Using R, how to use str_extract properly on this case?

I've learned from Ronak Shah and akrun(in this post) how to construct a regular expression to exclude every terms from a dataframe (alldata in my example) except those words,


^\BWORD1|WORD2|WORD3|WORD4|WORD5\>


but for some reasons, can't figure why it is giving me


"WORD2", "WORD3", NA


instead of


"WORD1 WORD2 WORD5", "WORD3", NA


here is my example :

library(stringr)
alldata <- data.frame(toupper(c("word1 anotherword word2 word5", "word3", "none")))
names(alldata)<-"columna"
removeex <- c("word1" , "word2" ,"word3" ,"word4", "word5")
regularexprex <- toupper(paste0("^\\b",paste0(removeex, collapse = "|"), "\\>"))
alldata$columnb <- str_extract(alldata$columna, regularexprex)

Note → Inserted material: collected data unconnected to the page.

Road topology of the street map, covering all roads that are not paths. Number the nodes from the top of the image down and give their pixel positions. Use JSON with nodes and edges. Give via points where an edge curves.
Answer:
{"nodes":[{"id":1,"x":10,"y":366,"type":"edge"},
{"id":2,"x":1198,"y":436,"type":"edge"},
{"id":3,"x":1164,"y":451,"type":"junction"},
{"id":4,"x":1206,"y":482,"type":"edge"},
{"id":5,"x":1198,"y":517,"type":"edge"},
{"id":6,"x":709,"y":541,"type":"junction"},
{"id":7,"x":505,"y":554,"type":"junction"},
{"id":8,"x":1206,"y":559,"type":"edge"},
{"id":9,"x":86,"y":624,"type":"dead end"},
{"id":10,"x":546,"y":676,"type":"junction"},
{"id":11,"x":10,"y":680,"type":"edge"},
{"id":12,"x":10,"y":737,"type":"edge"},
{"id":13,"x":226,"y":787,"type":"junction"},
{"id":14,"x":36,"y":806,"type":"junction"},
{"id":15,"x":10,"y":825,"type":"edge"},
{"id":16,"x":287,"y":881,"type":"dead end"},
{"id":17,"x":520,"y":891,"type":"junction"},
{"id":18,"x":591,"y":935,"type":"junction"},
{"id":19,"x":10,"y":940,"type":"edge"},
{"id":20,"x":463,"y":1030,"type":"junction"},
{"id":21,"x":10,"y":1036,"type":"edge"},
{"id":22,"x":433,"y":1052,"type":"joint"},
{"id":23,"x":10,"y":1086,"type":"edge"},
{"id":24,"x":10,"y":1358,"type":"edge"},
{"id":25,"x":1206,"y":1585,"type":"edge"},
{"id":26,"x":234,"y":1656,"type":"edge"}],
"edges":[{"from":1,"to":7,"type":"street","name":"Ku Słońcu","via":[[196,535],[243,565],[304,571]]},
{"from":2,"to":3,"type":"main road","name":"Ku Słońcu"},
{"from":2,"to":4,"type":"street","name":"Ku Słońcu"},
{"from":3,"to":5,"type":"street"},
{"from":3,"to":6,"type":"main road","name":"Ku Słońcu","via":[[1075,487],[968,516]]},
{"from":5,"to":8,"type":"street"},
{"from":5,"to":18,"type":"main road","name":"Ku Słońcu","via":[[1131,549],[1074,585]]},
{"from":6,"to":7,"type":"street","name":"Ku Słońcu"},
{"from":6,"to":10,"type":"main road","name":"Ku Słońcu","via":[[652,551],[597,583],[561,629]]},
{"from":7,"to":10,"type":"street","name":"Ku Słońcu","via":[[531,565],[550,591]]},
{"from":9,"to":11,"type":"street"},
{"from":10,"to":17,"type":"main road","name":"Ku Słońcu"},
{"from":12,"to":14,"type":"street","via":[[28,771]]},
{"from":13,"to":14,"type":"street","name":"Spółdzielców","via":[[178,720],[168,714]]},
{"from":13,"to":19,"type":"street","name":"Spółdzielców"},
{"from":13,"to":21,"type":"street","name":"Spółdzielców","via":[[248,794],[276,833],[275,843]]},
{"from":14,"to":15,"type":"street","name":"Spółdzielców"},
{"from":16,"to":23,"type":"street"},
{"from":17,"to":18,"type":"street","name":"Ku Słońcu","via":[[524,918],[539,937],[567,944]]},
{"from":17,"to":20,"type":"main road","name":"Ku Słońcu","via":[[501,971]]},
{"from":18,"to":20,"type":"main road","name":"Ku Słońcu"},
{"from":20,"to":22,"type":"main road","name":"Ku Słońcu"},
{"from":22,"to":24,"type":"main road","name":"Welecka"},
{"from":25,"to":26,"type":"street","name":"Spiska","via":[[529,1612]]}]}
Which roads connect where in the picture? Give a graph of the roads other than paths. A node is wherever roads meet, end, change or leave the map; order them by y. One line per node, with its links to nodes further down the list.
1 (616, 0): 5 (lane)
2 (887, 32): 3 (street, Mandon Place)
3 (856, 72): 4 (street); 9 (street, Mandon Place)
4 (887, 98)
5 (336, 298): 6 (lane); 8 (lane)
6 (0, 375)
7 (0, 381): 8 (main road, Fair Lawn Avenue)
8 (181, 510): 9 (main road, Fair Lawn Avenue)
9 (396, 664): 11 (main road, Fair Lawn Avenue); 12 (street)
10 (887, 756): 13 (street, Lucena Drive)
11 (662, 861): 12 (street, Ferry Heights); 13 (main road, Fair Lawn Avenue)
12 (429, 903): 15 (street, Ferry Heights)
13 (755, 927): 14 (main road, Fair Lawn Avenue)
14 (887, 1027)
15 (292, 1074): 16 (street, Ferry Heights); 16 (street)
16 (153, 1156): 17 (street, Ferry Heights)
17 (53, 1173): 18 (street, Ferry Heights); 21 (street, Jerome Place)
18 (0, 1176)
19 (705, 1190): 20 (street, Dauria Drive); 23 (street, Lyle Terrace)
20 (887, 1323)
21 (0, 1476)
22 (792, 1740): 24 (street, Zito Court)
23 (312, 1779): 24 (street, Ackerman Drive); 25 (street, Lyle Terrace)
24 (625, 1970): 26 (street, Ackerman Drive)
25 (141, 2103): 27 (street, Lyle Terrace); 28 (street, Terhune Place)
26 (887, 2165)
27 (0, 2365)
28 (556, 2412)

I've tried to add + or * at the end of the regular expression but without any effects.

Due to the fact i'm a beginner on regex, i surely miss something, may someone guide me on this ?
Regards,

Answer

You need to replace the last two lines in your above code to

> regularexprex <- paste0("(?i)\\s*\\b(?!(?:",paste0(removeex, collapse = "|"), ")\\b)\\w+")
## => "(?i)\\s*\\b(?!(?:word1|word2|word3|word4|word5)\\b)\\w+"
> str_replace_all(alldata$columna, regularexprex, "")
[1] "WORD1 WORD2 WORD5" "WORD3"             ""   

First, the toupper() turned \b to \B (non-word boundary) - you just need a case insensitive matching (I added the (?i) modifier), and the word boundaries were not applied to the group, only to the items on the both sides.

Also, what you need is a pattern to match the whole string, so .* at the start and end of the pattern.

The final regex for replacing looks like

(?i)\s*\b(?!(?:word1|word2|word3|word4|word5)\b)\w+

See the regex demo

If your entries contain newlines, you should also add s modifier: (?i) -> (?s).

Details:

  • (?i) - case insensitive modifier (works with PCRE and ICU regexes)
  • \s* - 0+ whitespaces
  • \b - a leading word boundary
  • (?!(?:word1|word2|word3|word4|word5)\b) - the word cannot equal word1, etc.
  • \w+ - 1+ word chars (letters, digits or underscores).